** Opening Data for the task block **
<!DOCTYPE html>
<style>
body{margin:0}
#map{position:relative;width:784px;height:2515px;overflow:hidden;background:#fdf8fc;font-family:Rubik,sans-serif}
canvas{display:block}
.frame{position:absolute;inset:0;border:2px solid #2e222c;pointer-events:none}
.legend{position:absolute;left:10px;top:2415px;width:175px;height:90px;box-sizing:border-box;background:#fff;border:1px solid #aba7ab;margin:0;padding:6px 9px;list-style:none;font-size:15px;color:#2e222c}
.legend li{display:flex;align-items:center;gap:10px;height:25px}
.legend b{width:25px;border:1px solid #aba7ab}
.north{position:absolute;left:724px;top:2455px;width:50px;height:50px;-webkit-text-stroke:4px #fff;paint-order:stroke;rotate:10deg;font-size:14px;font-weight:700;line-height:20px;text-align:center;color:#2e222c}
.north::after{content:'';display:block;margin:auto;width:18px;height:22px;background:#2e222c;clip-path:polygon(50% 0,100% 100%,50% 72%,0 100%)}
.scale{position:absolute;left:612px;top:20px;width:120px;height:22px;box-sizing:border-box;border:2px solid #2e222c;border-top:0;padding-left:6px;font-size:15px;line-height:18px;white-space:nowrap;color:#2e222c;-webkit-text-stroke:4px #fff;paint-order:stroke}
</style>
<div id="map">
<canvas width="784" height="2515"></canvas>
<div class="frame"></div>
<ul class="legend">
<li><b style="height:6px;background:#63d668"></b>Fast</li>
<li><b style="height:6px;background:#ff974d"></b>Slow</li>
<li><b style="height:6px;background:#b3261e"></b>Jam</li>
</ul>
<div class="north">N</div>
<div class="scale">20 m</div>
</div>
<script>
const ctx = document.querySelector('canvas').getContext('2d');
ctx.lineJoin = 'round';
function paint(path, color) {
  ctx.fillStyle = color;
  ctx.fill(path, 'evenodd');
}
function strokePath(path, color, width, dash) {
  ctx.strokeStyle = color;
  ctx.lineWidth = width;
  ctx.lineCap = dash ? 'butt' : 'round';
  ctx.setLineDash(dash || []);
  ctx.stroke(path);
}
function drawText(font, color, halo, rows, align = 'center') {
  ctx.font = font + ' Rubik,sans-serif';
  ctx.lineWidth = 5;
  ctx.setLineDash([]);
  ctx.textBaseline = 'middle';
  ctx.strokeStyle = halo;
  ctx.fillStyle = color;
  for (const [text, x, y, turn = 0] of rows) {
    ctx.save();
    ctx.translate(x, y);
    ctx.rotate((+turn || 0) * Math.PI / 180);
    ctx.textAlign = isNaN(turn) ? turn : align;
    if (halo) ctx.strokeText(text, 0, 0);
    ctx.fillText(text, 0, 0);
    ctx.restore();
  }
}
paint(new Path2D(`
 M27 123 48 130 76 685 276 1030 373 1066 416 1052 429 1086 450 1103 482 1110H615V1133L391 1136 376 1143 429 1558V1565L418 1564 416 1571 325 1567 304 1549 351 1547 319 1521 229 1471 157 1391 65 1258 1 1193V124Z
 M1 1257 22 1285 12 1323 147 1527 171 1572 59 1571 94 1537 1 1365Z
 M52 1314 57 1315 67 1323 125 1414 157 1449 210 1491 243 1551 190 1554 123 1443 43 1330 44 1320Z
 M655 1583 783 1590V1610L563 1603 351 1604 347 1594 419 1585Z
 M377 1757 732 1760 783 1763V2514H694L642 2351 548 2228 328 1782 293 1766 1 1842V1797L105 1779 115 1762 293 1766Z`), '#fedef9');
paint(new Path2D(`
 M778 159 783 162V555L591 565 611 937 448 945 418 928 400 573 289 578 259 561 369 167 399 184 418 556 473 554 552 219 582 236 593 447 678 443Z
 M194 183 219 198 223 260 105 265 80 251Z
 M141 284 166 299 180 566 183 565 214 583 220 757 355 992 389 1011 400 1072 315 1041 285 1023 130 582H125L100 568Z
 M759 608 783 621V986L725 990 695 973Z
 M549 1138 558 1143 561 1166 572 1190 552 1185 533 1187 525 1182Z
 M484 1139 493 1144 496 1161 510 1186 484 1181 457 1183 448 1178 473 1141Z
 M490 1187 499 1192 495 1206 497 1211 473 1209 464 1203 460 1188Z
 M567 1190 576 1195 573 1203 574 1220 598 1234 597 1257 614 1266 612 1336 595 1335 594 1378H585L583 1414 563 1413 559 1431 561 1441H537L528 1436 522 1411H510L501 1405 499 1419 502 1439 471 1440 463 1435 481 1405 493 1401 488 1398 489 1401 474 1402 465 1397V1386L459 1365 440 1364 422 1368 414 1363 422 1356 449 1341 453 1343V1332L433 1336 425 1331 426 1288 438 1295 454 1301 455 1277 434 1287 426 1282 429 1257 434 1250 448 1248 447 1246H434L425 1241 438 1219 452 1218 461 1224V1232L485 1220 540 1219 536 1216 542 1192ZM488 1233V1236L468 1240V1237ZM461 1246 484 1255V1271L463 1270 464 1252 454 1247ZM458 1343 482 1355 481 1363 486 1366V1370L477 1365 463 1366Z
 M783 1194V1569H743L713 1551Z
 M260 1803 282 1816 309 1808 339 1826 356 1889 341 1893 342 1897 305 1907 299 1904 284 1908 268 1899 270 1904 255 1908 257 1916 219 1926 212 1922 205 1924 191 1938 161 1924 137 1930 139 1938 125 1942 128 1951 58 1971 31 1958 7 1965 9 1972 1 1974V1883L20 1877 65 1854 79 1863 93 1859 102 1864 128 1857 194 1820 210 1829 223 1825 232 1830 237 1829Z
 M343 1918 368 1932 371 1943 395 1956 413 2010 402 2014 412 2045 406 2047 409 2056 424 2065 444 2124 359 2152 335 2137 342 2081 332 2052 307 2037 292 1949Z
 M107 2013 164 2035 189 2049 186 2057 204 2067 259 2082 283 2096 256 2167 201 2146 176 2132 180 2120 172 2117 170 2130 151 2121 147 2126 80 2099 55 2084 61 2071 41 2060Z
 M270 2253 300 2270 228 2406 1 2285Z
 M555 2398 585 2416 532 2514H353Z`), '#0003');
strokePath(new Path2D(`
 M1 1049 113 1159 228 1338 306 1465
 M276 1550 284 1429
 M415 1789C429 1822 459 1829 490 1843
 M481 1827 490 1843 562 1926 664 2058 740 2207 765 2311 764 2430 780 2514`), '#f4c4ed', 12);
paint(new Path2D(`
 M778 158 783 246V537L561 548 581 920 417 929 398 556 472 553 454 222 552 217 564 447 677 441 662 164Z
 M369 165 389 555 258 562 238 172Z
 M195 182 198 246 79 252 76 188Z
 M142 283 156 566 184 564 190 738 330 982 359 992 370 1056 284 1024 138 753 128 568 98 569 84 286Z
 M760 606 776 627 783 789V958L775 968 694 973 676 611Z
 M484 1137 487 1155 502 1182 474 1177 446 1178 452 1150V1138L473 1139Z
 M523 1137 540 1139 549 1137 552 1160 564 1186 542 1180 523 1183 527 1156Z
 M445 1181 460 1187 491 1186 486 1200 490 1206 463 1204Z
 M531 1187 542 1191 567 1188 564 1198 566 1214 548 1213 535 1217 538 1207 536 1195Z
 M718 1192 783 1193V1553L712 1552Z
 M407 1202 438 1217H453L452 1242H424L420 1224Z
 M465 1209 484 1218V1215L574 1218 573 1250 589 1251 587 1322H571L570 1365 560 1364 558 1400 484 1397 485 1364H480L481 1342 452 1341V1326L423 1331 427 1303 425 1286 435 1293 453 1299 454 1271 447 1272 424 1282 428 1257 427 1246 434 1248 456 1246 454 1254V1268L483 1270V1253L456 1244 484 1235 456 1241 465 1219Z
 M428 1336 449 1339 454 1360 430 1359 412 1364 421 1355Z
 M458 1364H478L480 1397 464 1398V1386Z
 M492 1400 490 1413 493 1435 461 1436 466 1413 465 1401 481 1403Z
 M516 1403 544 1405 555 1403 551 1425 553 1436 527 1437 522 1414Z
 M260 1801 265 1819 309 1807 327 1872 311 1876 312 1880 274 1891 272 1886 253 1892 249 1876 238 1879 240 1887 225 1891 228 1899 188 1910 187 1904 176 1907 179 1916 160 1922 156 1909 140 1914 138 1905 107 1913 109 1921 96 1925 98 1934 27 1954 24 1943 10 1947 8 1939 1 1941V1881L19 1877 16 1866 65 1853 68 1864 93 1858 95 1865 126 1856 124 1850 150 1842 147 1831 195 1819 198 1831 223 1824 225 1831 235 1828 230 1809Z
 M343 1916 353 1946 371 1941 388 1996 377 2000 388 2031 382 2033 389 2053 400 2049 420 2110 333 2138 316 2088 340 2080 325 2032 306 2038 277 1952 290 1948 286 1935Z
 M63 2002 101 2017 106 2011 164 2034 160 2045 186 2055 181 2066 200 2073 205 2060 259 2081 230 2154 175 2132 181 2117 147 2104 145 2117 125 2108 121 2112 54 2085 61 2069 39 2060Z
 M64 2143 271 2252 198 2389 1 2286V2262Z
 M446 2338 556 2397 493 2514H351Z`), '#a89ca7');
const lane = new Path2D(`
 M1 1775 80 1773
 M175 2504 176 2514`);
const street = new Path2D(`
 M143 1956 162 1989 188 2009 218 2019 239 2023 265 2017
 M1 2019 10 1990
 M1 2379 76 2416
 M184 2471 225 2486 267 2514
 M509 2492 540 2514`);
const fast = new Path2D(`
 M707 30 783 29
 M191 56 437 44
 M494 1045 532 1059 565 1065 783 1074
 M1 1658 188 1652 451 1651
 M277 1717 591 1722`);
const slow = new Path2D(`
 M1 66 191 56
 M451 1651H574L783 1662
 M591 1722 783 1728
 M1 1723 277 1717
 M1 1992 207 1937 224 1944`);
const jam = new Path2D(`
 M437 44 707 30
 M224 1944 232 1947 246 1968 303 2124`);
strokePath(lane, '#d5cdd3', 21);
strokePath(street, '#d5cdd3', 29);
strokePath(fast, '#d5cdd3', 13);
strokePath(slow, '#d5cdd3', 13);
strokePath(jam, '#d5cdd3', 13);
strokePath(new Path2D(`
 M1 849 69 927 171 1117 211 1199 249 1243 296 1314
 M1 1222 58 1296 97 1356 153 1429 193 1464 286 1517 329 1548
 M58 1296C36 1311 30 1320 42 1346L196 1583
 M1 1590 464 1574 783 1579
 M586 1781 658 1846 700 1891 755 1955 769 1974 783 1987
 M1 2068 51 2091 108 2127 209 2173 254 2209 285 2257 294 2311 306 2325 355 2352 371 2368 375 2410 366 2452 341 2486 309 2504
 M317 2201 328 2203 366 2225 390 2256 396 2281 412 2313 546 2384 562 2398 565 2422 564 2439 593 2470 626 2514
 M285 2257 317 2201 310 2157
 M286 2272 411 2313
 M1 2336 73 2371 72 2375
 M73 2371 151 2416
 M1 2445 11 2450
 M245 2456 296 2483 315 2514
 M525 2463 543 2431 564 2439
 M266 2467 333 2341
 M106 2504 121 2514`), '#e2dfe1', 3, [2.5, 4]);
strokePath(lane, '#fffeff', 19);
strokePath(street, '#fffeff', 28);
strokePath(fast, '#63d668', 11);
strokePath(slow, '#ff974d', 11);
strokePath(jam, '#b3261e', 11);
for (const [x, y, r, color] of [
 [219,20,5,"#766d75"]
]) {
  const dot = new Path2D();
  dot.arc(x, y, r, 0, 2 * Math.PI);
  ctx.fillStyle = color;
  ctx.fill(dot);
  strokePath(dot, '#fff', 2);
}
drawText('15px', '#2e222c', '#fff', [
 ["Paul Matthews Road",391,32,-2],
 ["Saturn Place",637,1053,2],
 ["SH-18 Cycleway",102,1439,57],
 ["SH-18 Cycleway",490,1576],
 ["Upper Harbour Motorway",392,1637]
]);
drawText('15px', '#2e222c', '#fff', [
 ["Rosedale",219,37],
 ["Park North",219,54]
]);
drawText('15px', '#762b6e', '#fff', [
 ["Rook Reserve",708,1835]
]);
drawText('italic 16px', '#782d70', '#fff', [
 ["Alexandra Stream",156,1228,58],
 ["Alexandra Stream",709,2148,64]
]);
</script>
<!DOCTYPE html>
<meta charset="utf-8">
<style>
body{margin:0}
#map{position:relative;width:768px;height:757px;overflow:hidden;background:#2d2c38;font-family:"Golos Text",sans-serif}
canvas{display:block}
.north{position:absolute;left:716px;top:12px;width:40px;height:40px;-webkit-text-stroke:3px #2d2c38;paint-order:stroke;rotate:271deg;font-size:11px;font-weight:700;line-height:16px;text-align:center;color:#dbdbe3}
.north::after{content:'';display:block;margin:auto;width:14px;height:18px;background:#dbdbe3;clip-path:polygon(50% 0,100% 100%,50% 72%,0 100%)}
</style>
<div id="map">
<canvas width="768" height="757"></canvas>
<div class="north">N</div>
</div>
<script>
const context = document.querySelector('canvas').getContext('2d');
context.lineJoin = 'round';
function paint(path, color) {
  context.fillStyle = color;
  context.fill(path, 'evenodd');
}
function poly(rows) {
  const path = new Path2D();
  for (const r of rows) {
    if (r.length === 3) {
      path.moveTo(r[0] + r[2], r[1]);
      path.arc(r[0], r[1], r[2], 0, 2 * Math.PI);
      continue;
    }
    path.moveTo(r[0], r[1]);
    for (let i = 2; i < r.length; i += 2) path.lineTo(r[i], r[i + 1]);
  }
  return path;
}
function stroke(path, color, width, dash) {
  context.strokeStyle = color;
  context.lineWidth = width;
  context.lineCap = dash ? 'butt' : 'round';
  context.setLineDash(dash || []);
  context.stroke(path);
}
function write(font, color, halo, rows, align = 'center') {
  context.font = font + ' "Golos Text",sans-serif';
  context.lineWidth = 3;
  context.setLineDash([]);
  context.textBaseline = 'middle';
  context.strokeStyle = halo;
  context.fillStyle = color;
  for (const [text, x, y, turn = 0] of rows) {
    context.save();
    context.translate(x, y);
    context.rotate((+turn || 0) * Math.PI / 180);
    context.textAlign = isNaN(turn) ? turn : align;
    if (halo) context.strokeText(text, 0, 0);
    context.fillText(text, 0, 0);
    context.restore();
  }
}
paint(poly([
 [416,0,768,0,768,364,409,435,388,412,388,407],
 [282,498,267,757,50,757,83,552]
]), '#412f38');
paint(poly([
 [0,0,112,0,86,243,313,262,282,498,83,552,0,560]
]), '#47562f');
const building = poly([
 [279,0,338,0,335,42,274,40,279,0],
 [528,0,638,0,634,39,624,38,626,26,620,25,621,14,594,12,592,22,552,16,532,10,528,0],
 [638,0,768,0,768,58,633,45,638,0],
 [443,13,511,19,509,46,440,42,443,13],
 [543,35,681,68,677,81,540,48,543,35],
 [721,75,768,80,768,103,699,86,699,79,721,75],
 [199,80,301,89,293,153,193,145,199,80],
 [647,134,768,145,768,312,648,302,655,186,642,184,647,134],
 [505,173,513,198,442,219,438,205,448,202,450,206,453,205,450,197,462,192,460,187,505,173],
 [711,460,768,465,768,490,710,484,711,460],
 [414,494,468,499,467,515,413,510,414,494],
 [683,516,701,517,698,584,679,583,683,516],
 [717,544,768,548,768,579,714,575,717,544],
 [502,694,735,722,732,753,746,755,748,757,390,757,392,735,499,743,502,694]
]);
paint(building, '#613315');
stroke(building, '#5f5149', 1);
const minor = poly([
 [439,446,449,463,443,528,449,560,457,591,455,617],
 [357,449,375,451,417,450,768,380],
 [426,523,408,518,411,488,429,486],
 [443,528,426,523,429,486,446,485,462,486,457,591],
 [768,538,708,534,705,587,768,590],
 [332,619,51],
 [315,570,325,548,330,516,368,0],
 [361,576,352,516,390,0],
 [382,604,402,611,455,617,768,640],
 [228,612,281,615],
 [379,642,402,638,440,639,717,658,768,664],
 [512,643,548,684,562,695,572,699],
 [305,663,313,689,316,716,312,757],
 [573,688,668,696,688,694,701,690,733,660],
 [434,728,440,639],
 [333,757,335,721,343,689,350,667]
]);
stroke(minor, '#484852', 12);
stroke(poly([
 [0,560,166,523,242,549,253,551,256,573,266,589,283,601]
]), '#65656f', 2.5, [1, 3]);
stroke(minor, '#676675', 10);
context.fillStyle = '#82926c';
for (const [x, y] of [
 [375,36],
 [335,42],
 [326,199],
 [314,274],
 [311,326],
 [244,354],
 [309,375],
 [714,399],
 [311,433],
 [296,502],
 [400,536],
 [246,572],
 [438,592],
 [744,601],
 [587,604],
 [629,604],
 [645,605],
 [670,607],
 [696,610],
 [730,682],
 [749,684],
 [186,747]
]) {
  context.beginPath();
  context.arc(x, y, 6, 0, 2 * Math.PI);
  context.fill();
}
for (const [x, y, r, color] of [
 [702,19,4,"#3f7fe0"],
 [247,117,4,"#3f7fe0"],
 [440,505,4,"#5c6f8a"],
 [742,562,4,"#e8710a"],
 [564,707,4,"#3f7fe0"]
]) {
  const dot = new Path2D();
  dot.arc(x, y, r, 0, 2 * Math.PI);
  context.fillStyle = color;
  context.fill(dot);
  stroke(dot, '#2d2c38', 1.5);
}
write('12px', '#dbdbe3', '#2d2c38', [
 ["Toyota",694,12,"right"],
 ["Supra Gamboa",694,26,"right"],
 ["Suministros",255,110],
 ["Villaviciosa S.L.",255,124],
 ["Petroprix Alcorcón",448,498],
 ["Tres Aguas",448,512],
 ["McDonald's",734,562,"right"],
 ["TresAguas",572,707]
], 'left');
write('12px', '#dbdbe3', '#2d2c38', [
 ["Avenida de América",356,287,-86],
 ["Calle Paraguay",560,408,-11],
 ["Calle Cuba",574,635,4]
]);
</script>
** Closing Data for the task block **
## Task item
Would you output, from the records above, exactly the run of lines that starts at the line containing "context.lineWidth = width;" and ends at the line containing "context.font = font", and only that run?

## Task result
  context.lineWidth = width;
  context.lineCap = dash ? 'butt' : 'round';
  context.setLineDash(dash || []);
  context.stroke(path);
}
function write(font, color, halo, rows, align = 'center') {
  context.font = font + ' "Golos Text",sans-serif';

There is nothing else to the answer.